[xiph-rtp] Codebook transmission

Discussion:

Ralph Giles

2005-08-29 17:59:06 UTC

Aaron and I also talked quite a bit about codebook transmission today.

A quick summary:

Things are simplified my having only one set to transmit.

First, the decoder MUST handle headers sent inline in the RTP stream.

Aaron also suggested that all the info header parameters (sample rate,
frame size, number of channels and so on) be mirrored in the SDP as
well. Sounds good to me.

For the single-forward channel (broadcast) application, they just have
to be baked in, or use some other transmission mechanism outside the
scope of our spec. Without the chain ID, you can't switch among defined
codebooks though, unless you rely on inline transmission.

For IP unicast, we talked about http download. Something over RTSP would
presumedly also work. So you'd have:

a:fmtp codebook-url=http://example.com/streamheader.ogg

in the SDP. (and a similar v:fmtp for theora)

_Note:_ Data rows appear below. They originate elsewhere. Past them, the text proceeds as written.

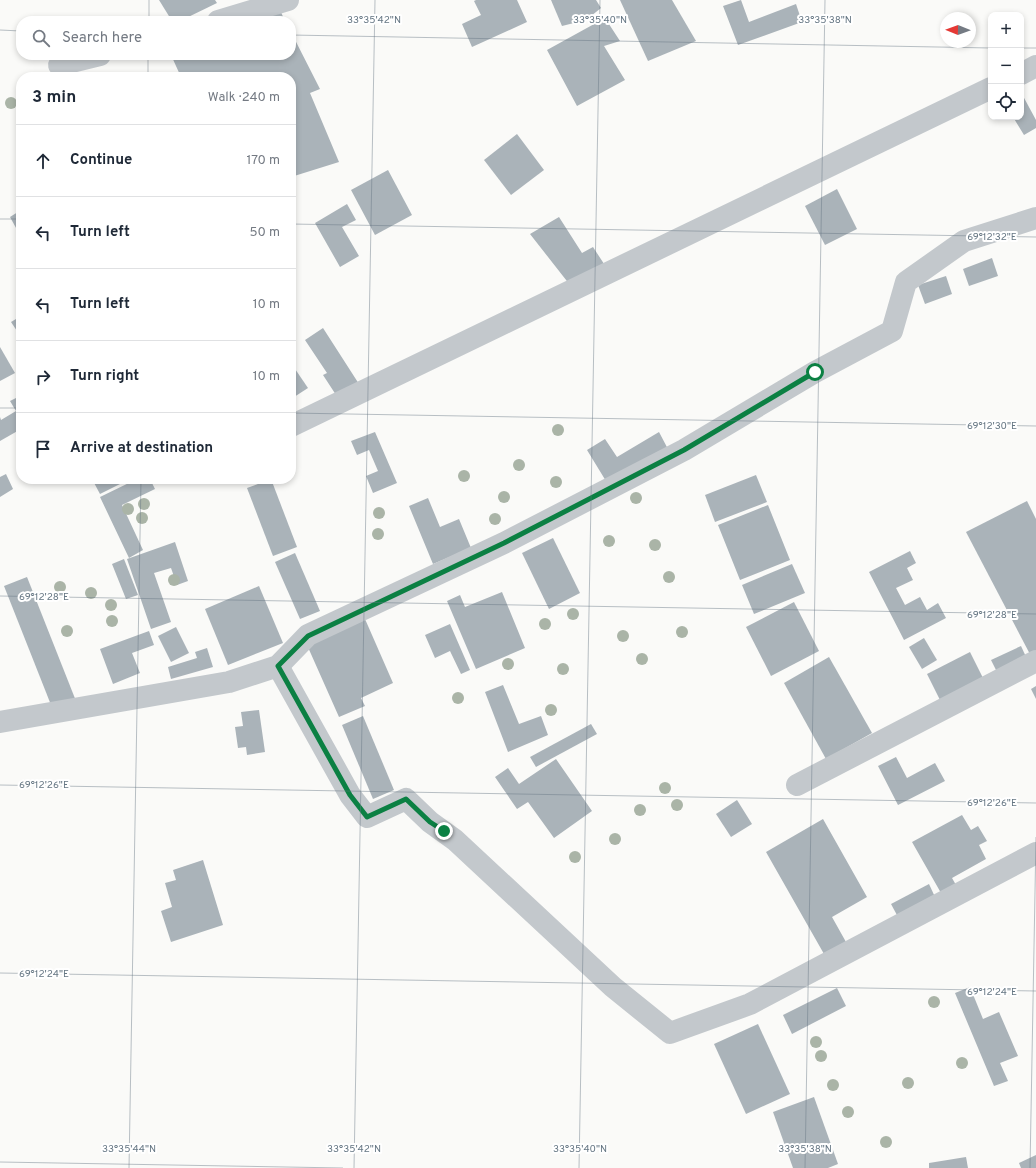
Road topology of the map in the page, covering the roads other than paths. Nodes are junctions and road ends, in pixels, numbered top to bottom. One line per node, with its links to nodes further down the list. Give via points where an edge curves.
1 (288, 0): 2 (street)
2 (235, 16)
3 (80, 60): 4 (street)
4 (59, 65)
5 (1036, 66): 6 (street)
6 (1024, 72)
7 (988, 89): 9 (street)
8 (1036, 218): 11 (street, via 964,241 906,282 892,331 815,372 677,453 504,543 308,636)
9 (296, 424)
10 (1036, 661): 13 (street)
11 (278, 666): 12 (street, via 229,682); 14 (street, via 350,795 367,817 406,799 430,822 455,840 613,987 670,1033 750,1004)
12 (0, 722)
13 (797, 785)
14 (1036, 853)

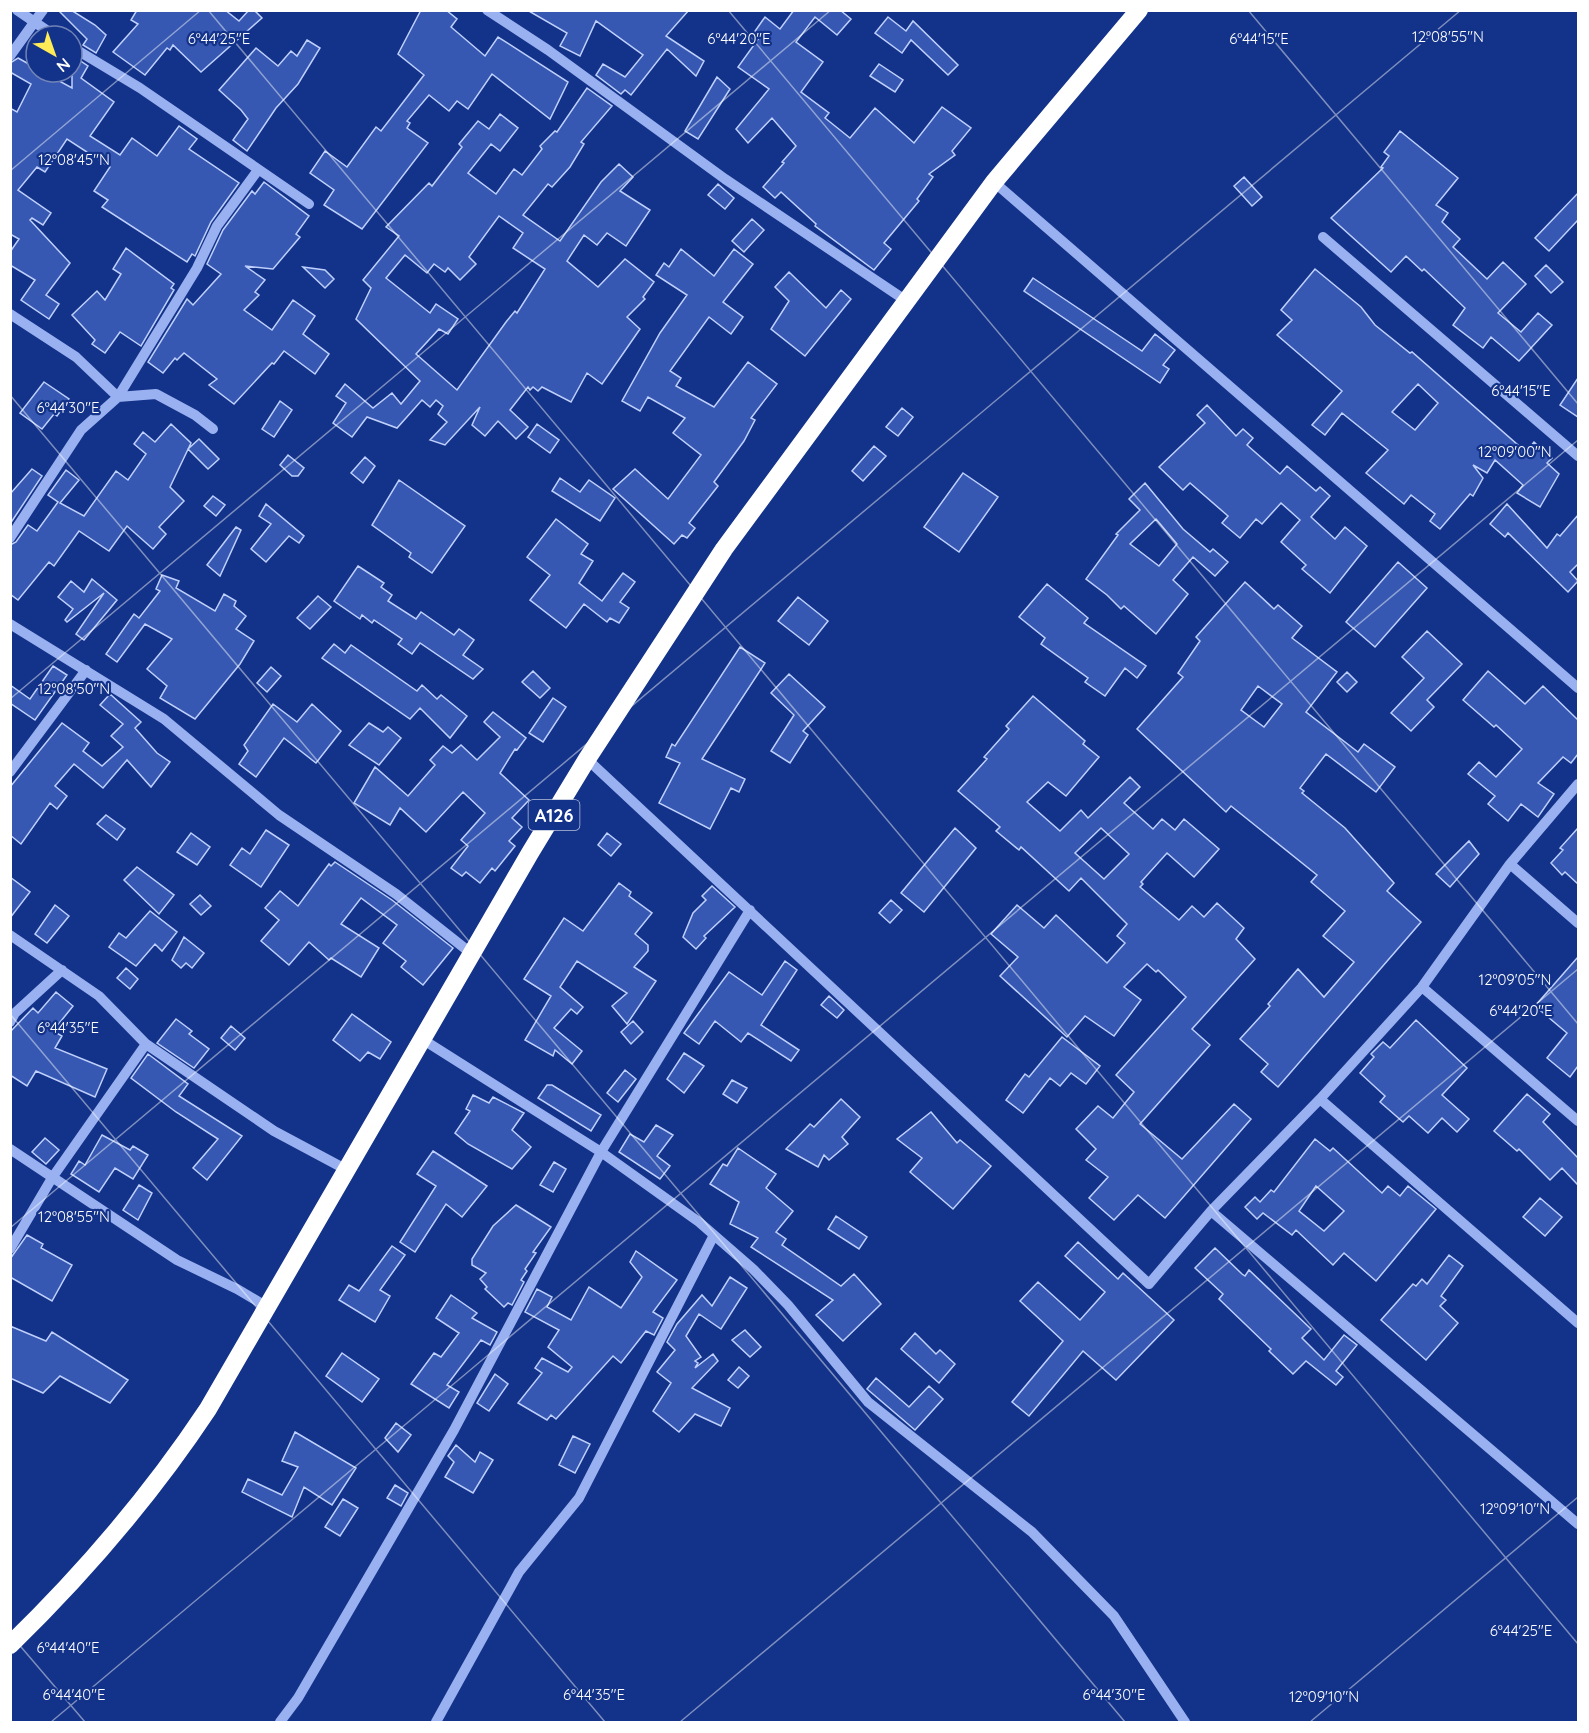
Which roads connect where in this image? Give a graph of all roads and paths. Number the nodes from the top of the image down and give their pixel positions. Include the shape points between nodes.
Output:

Would 'header-url' be a better name?

There are two proposals for the header format itself. One is to use Ogg,
just making available the headers as if it were a normal stream. I don't
think this is onerous. Most players will be linked with libogg anyway to
also handle http streaming, and if not, a non-validating Ogg parser can
return the headers in a page or so of code.

A caveat here: the idea is this is braindead simple if you're
already serving from an Ogg stream, and not hard to construct if
you're not.

However, in the case of a multiplexed Ogg stream, the server may
have to split things out to make the right header set the one the
decoder finds. So we can either always require this, by specifying
the url MUST return a degenerate Ogg stream with the matching
headers and only the matching headers at the start, or we can use
an additional parameter like 'header-index=4' to tell the decoder
to use the fourth logical bitstream it finds. I don't like this
second option on elegance grounds, but being able to use the same
url for both vorbis and theora headers in an A/V stream is an
advantage.

The other proposal is Luca's with just a sequence of 4-byte length,
packet data pairs. This is much simpler to generate and parse, but
if we do this, we really need to define a MIME type under which it
can be served. application/x-vorbis-headers? video/x-theora-headers?

We need to decide if we want to support either of these formats or
both.

For multicast, the 'all headers, all the time' stream still works
fine, using the same RTP payload as the data stream. Aaron's suggestion
was just to have the codebook-url point to an SDP for the header
multicast stream.

Including a hash in the SDP to allow players to cache the
actual setup data still seems like a good idea. perhaps an extra
parameter thus:

v:fmtp codebook-url=http://example.com/stream/rtp8343.header \
;header-md5=5d35bb7210c0a699d28aaf9baf7bb2e0

which the server MAY supply, with a MUST for what it's actually
a hash of.

Finally, Aaron suggested we let the RTP timestamp override the
fixed fps from the theora header/SDP, making a true variable
bitrate stream. This came up in the context of bitrate scalability
but also addresses the resampling cost when cutting between
film and video, for example.

This has another advantage in that detecting dropped frames from
the sequence number can be difficult with fragemented packets, so
relying on the timestamp makes sense. It then become a question
of whether the timestamps have to match the fixed framerate from
the header. If not, however, there's no longer a one-to-one
correspondence with an Ogg stream.

We could make this dependent on the fps being undefined (0 or */0)
in the header.

-r

Aaron Colwell

2005-08-30 14:56:23 UTC

Permalink

Post by Ralph Giles
Aaron and I also talked quite a bit about codebook transmission today.
Things are simplified my having only one set to transmit.
First, the decoder MUST handle headers sent inline in the RTP stream.
Aaron also suggested that all the info header parameters (sample rate,
frame size, number of channels and so on) be mirrored in the SDP as
well. Sounds good to me.

I just want to clarify this a little. What I'm proposing is to have the
ident header hex encoded in the fmtp field in the SDP. This roughly mirrors
how the ESDS is transmitted for MPEG4.

Post by Ralph Giles
For the single-forward channel (broadcast) application, they just have
to be baked in, or use some other transmission mechanism outside the
scope of our spec. Without the chain ID, you can't switch among defined
codebooks though, unless you rely on inline transmission.
For IP unicast, we talked about http download. Something over RTSP would
a:fmtp codebook-url=http://example.com/streamheader.ogg

This doesn't quite follow SDP syntax. Here is an example of what I was
suggesting.

a=fmtp:96 ident=4235AB45FAD4ABD6;codebook-url="http://example.com/streamheader.ogg"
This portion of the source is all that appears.